Lecco celebra San Nicolò: il prevosto invoca 'l'impegno responsabile di tutti' contro il male. Le mele aiuteranno l'Ucraina
Il ricavato della vendita delle mele di San Nicolò quest'anno aiuterà il popolo ucraino. Lo ha annunciato monsignor Davide Milani in un passaggio della stimolante omelia pronunciata nel corso della messa solenne delle 18.30 dinnanzi ad una navata piena, come accade ormai solo in occasioni particolari come appunto la festa patronale, quando anche la laboriosa Lecco si ferma per celebrare coralmente una figura - venerata da cattolici e ortodossi – che ha varcato il suo tempo, incarnando valori come quelli della carità e della giustizia sociale.
In prima fila le autorità cittadine, con il sindaco Mauro Gattinoni in fascia tricolore “scortato” da numerosi membri della sua Giunta e del Consiglio comunale ed affiancato poi dal Prefetto Sergio Pomponio, dalla Presidente della Provincia Alessandra Hofmann e dai vertici delle forze dell'ordine nonché da personalità di rilievo della società civile, a cominciare dal numero uno di Confindustria Plinio Agostoni. Sull'altare, con il prevosto, i sacerdoti della Comunità Pastorale Madonna del Rosario e delle altre parrocchie lecchesi. Tra i numerosi prodigi compiuti da colui il quale Bari celebra come San Nicola e noi chiamiamo – come Venezia – San Nicolò, don Davide ha scelto quale spunto per la predica di questo 6 dicembre quello del grano. Il Vescovo di Mira, per sfamare la popolazione stremata dalla carestia, chiese e insistendo ottenne di poter avere parte di un carico destinato ai funzionari incaricati alla riscossione in natura delle tasse, assicurando ai marinai che si lasciarono impietosire che, una volta arrivati a destinazione avrebbero trovato le stive nuovamente piene. “Non ne mancherà”. E così fu. Ma non solo: il grano scaricato dalle navi che, vista la necessità di Mira, avrebbe potuto durare solo qualche giorno, bastò per mesi e mesi, fino alla mietitura successiva.
Un prodigio servito al celebrante per ricordare da una parte come fede, dedizione, capacità di mediazione e di vedere i bisogni, attenzione alle condizioni dei deboli e soprattutto dei bambini sono le caratteristiche che hanno reso popolare San Nicolò e dall'altro per sottolineare – arrivando dritto all'oggi - come guerre e carestie non accadono per caso, con la riconferma che arriva proprio dall'Ucraina dove “c'è chi sta esercitando violenza e ingiustizia”. “Il male che genera il male”. Le azioni insane di pochi che fanno soffrire molti. Non è però – ha sottolineato il prevosto – un problema solo dei grandi del mondo. “Interessa anche noi, nelle nostre azioni. Spesso non ci rendiamo conto della scia di dolore che generano. Come rendercene conto?”. L'esame di coscienza quotidiano, quale “strumento per rileggere la nostra vita e agire in modo nuovo”, la risposta.

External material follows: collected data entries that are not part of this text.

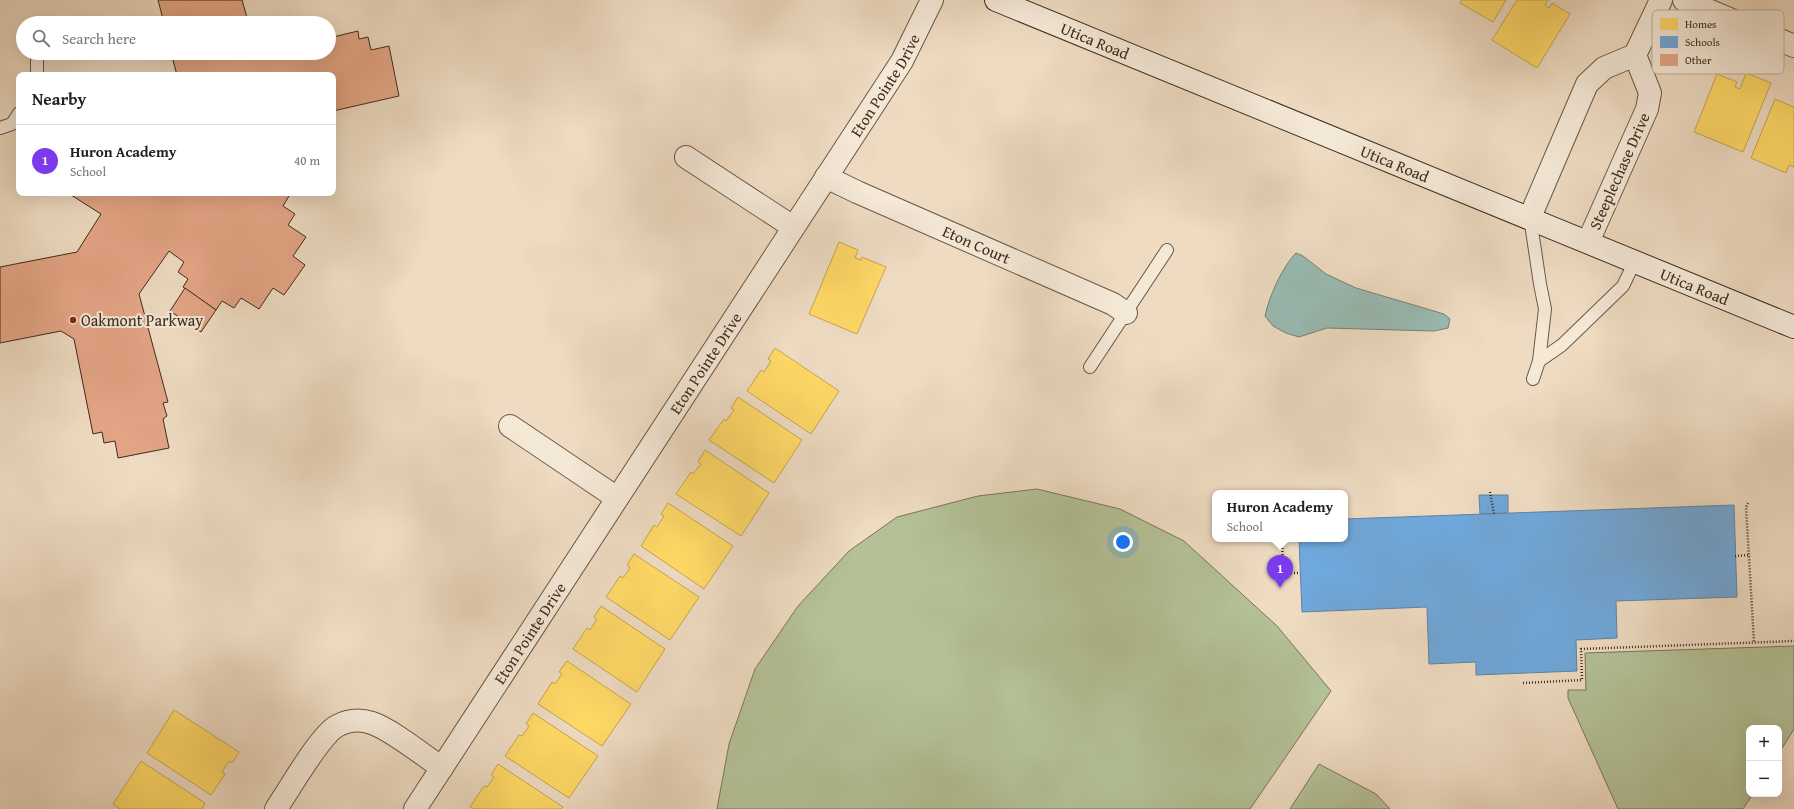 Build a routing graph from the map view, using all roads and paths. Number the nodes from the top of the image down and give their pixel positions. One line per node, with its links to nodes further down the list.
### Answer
1 (932, 0): 16 (street, Eton Pointe Drive)
2 (996, 0): 17 (street, Utica Road)
3 (1660, 0): 5 (street)
4 (1684, 0): 6 (street)
5 (1655, 10)
6 (1708, 10)
7 (1652, 18): 10 (street)
8 (1784, 42): 9 (street)
9 (1794, 46)
10 (1635, 55): 17 (street); 19 (street, Steeplechase Drive)
11 (37, 60): 12 (lane)
12 (37, 72)
13 (16, 118): 14 (lane)
14 (0, 128)
15 (686, 157): 18 (street)
16 (826, 177): 18 (street, Eton Pointe Drive); 22 (street, Eton Court)
17 (1530, 217): 19 (street, Utica Road); 24 (lane)
18 (793, 227): 29 (street, Eton Pointe Drive)
19 (1588, 242): 21 (street, Utica Road)
20 (1167, 250): 22 (lane)
21 (1635, 261): 23 (street, Utica Road); 24 (lane)
22 (1126, 313): 25 (lane)
23 (1794, 327)
24 (1539, 361): 26 (lane)
25 (1090, 367)
26 (1533, 379)
27 (510, 426): 29 (street)
28 (1490, 492): 31 (path)
29 (617, 498): 39 (street, Eton Pointe Drive)
30 (1748, 503): 33 (path)
31 (1494, 514)
32 (1282, 542): 35 (path)
33 (1749, 555): 34 (path); 37 (path)
34 (1736, 556)
35 (1300, 573)
36 (1794, 640): 37 (path)
37 (1754, 642): 38 (path)
38 (1523, 683)
39 (442, 768): 40 (street); 41 (street, Eton Pointe Drive)
40 (276, 809)
41 (415, 809) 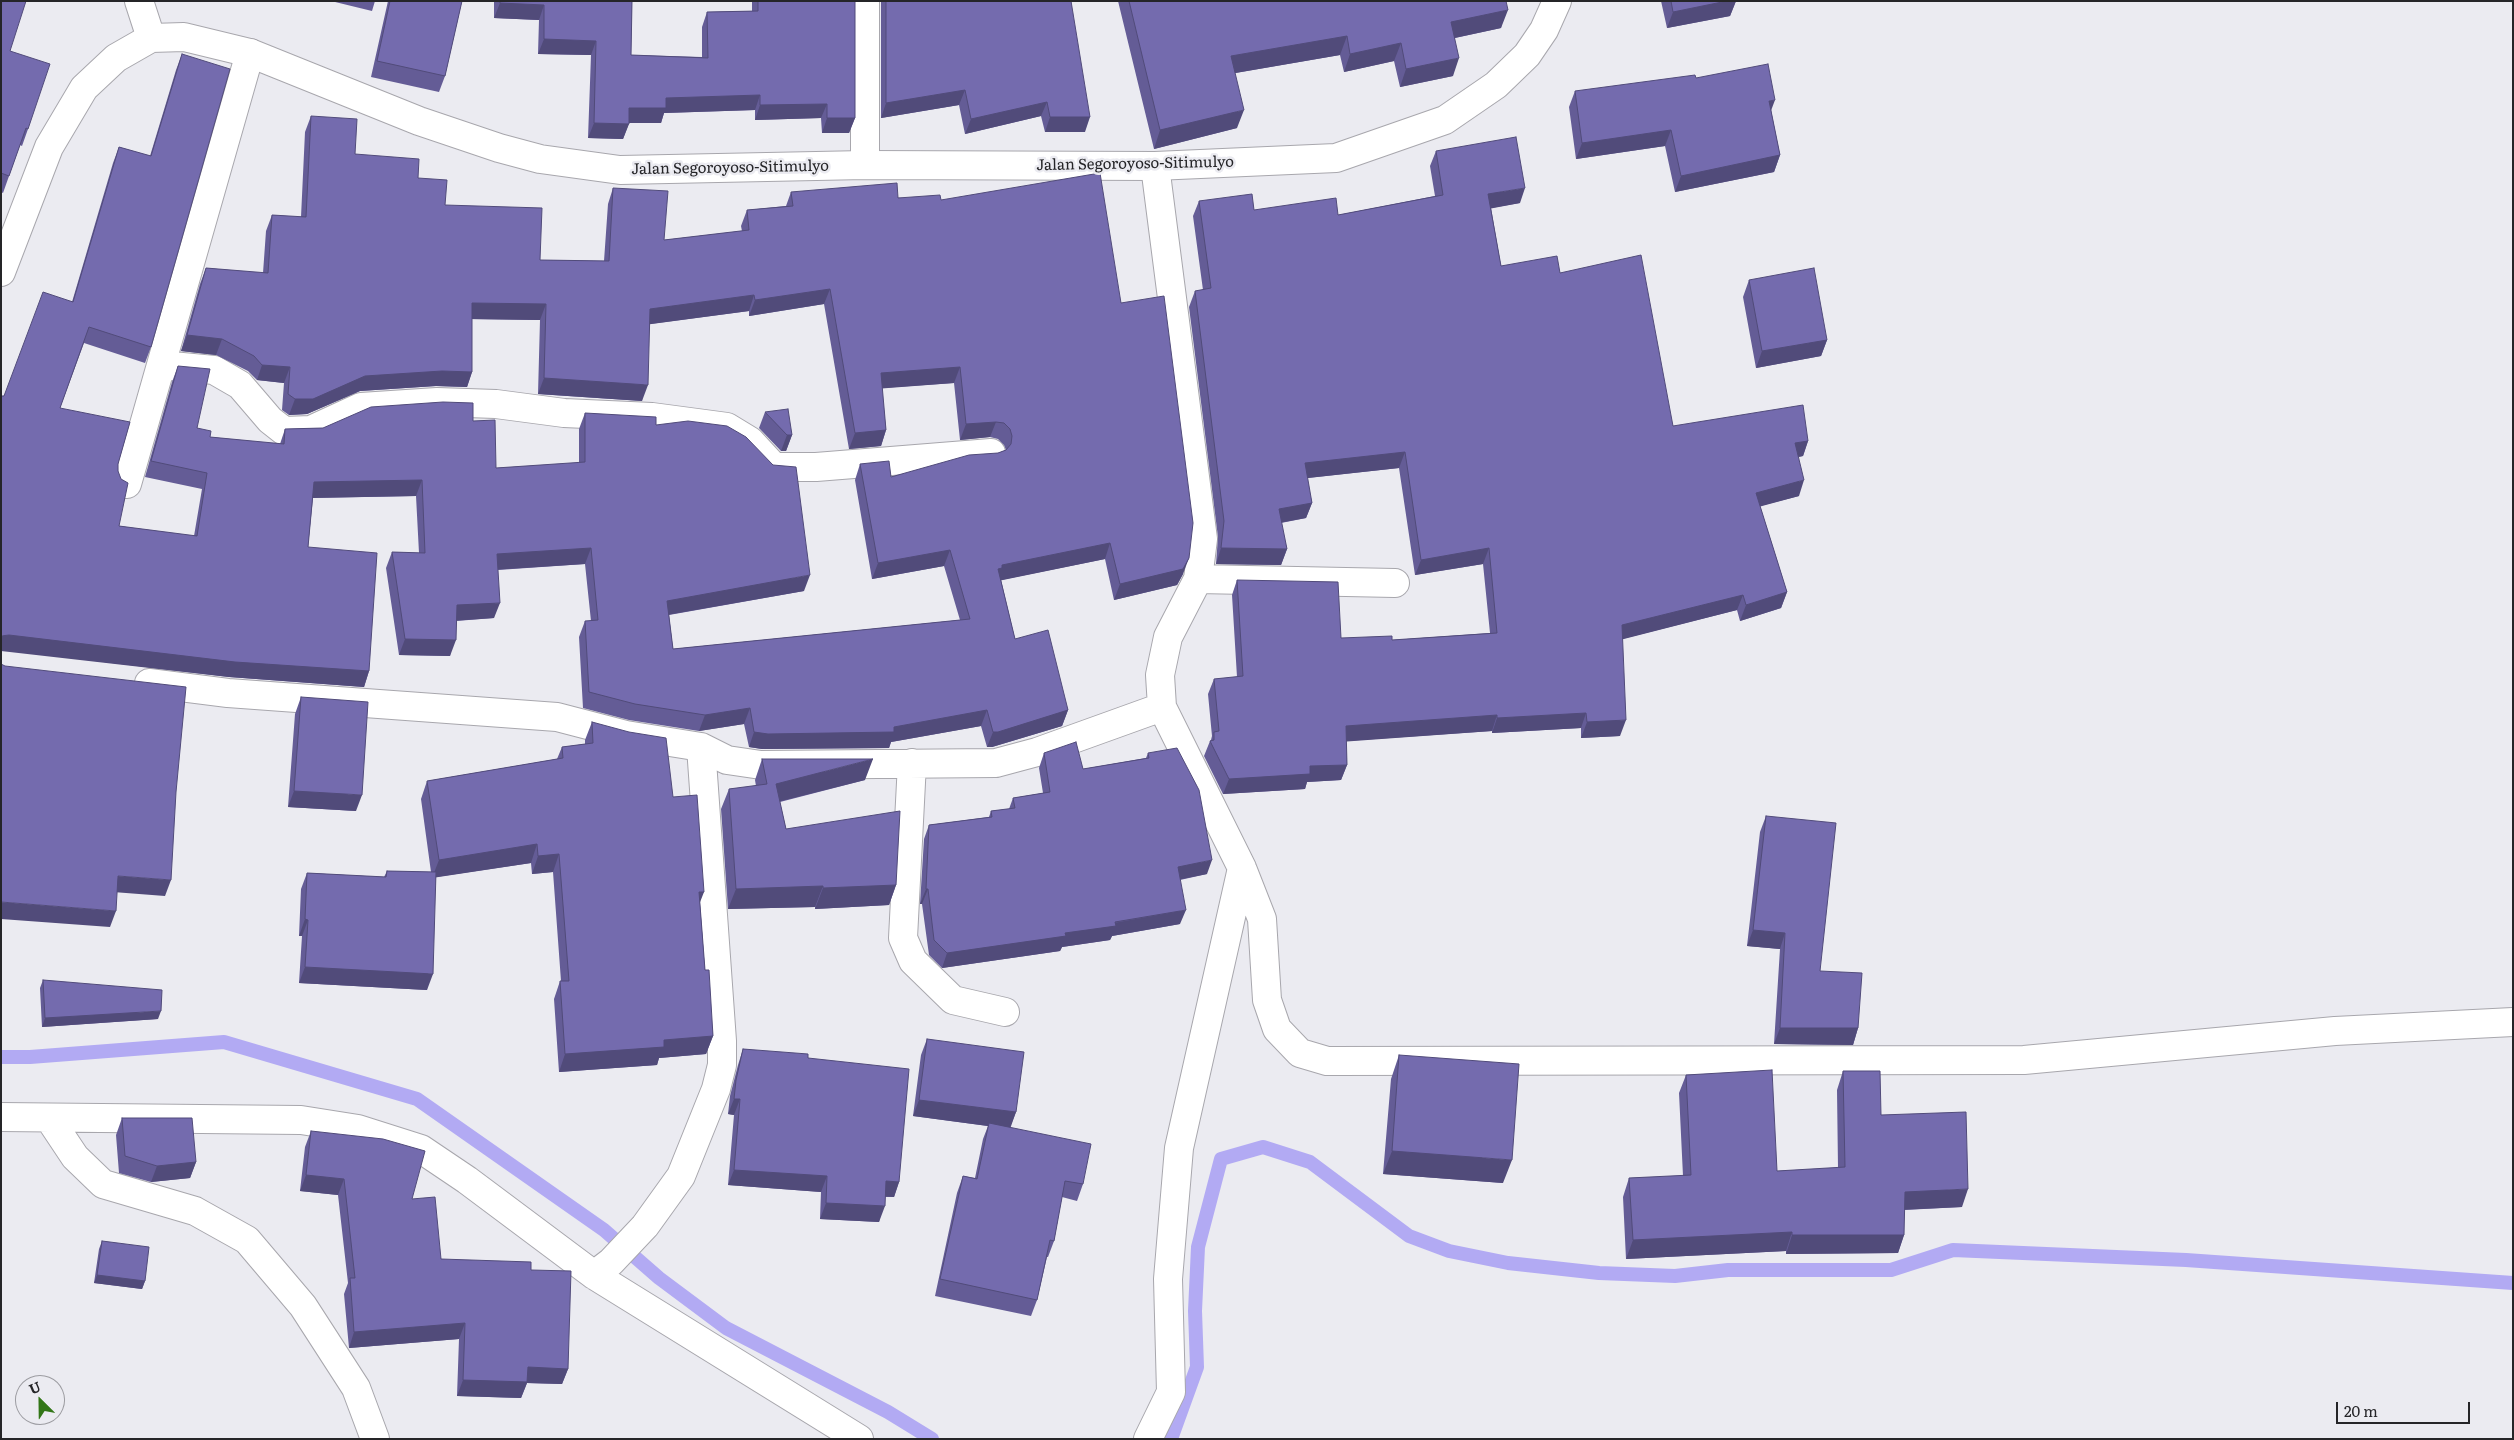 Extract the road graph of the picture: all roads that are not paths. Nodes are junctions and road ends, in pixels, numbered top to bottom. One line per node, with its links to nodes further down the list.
1 (139, 1): 4 (street)
2 (865, 1): 6 (street)
3 (1557, 1): 7 (street, Jalan Segoroyoso-Sitimulyo)
4 (150, 38): 5 (street, Jalan Segoroyoso-Sitimulyo); 8 (street, Jalan Segoroyoso-Sitimulyo)
5 (250, 53): 6 (street, Jalan Segoroyoso-Sitimulyo); 9 (street)
6 (865, 165): 7 (street, Jalan Segoroyoso-Sitimulyo)
7 (1155, 166): 12 (street)
8 (1, 272)
9 (161, 364): 10 (street); 11 (street)
10 (991, 453)
11 (127, 484)
12 (1198, 579): 13 (street); 15 (street)
13 (1395, 584)
14 (120, 680): 16 (street)
15 (1162, 707): 17 (street); 18 (street)
16 (701, 747): 17 (street); 23 (street)
17 (912, 764): 19 (street)
18 (1242, 868): 20 (street); 26 (street)
19 (1005, 1012)
20 (2513, 1022)
21 (1, 1117): 22 (street)
22 (49, 1118): 23 (street); 24 (street)
23 (603, 1268): 25 (street)
24 (375, 1439)
25 (859, 1439)
26 (1148, 1439) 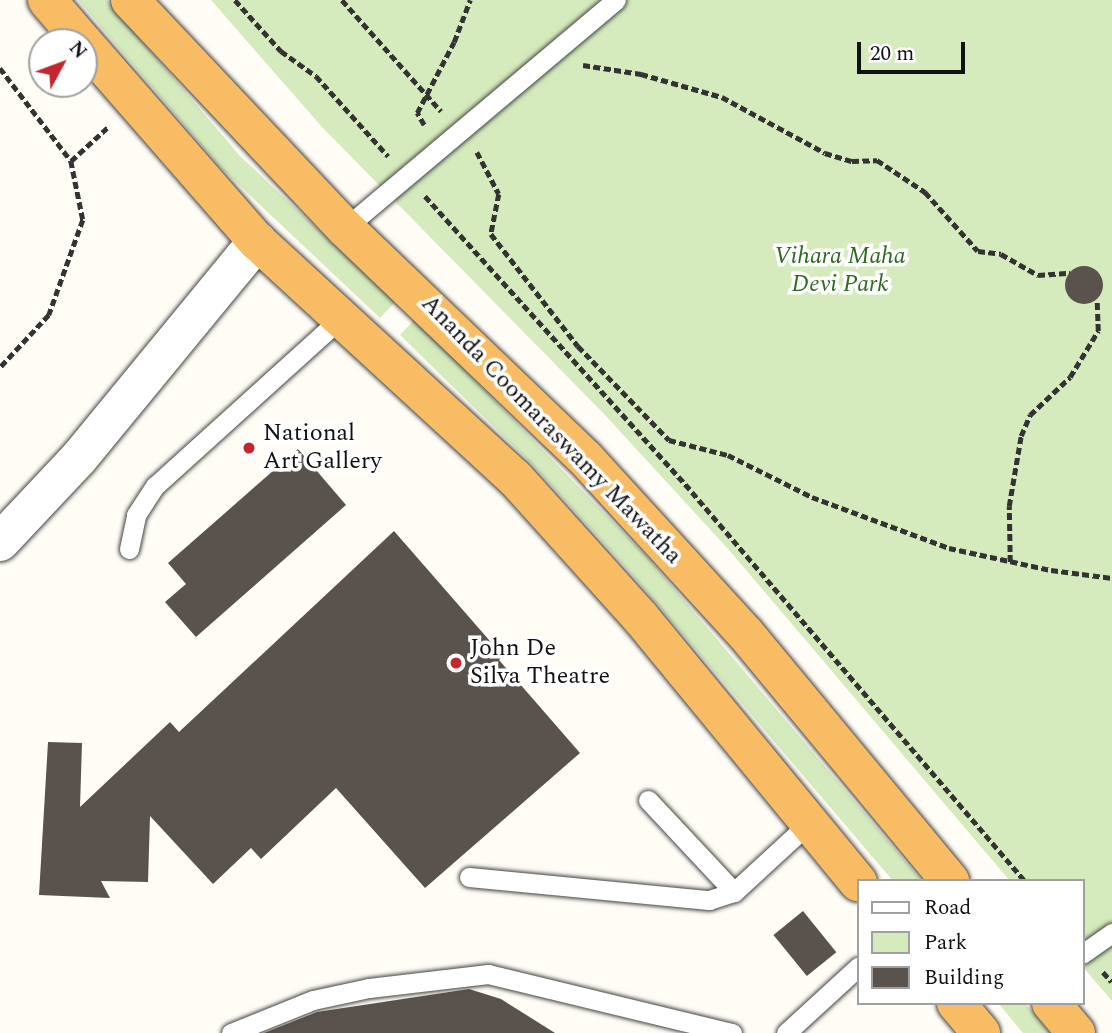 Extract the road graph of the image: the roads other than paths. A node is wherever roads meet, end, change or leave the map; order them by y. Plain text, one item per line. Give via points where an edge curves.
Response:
1 (47, 0) edge
2 (130, 0) edge
3 (616, 0) edge
4 (70, 28) edge
5 (98, 60) edge
6 (345, 228) junction
7 (257, 241) junction
8 (340, 319) junction
9 (0, 542) edge
10 (129, 550) dead end
11 (648, 800) dead end
12 (809, 823) junction
13 (469, 877) dead end
14 (948, 879) edge
15 (856, 880) edge
16 (734, 892) junction
17 (1112, 933) edge
18 (1084, 953) edge
19 (856, 969) edge
20 (959, 1005) edge
21 (1053, 1005) edge
22 (232, 1033) edge
23 (732, 1033) edge
24 (786, 1033) edge
25 (981, 1033) edge
26 (1076, 1033) edge

1 - 4 highway
2 - 6 highway, Ananda Coomaraswamy Mawatha
3 - 6 lane
5 - 7 highway
6 - 14 highway, Ananda Coomaraswamy Mawatha via 585,458 745,632
7 - 8 highway
7 - 9 street via 79,458
8 - 10 lane via 155,486 136,515
8 - 12 highway via 515,478 641,618
11 - 16 lane
12 - 15 highway
12 - 16 lane
13 - 16 lane via 709,900
17 - 18 lane
19 - 24 lane
20 - 25 highway
21 - 26 highway
22 - 23 lane via 313,1000 369,988 488,974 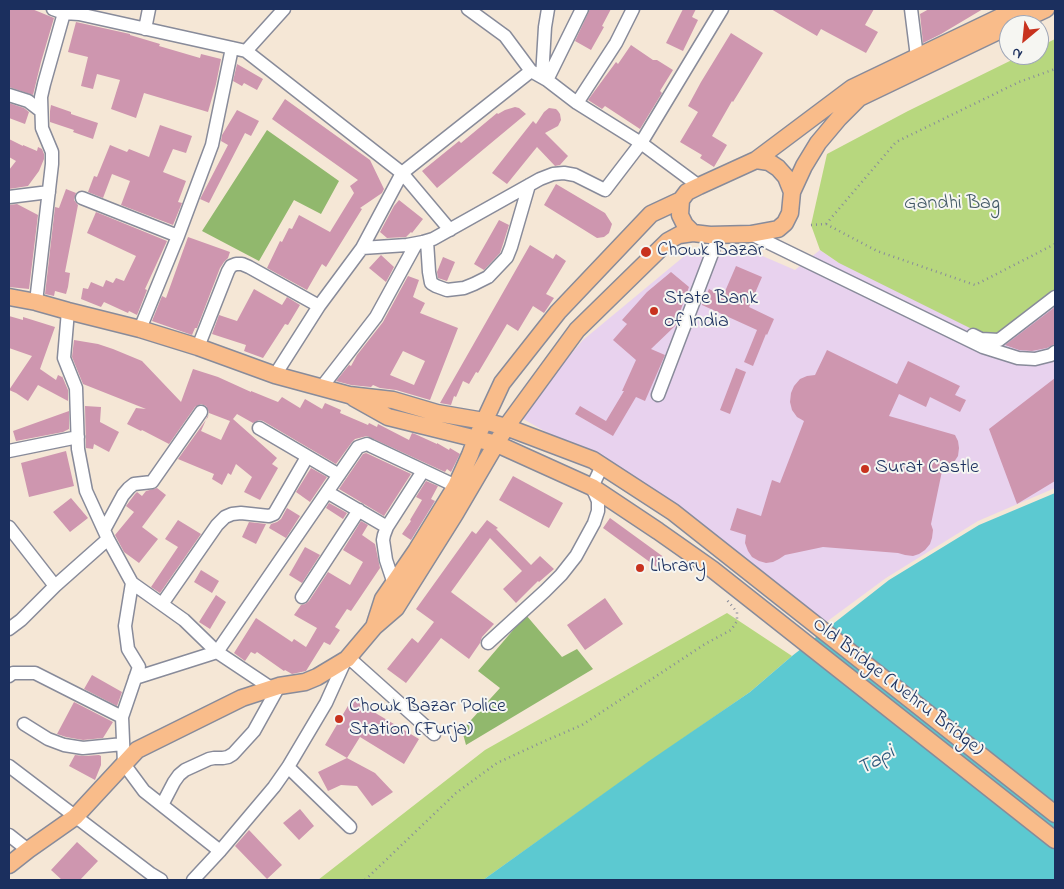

Occorre però superare anche quel disinteresse dilagante, quel “non tocca a me” che siamo portati a dirci. “Fu così anche per il giovane ricco del Vangelo”, ha proseguito monsignor Milani, citando il brano letto poco prima, quello del fedele che, già rispettoso dei comandamenti, chiese a Gesù cosa doveva fare per avere la vita eterna e rimase deluso nel sentirsi dire “Se vuoi essere perfetto, va', vendi ciò che hai e dallo ai poveri, e avrai un tesoro nei cieli; poi, vieni e seguimi”.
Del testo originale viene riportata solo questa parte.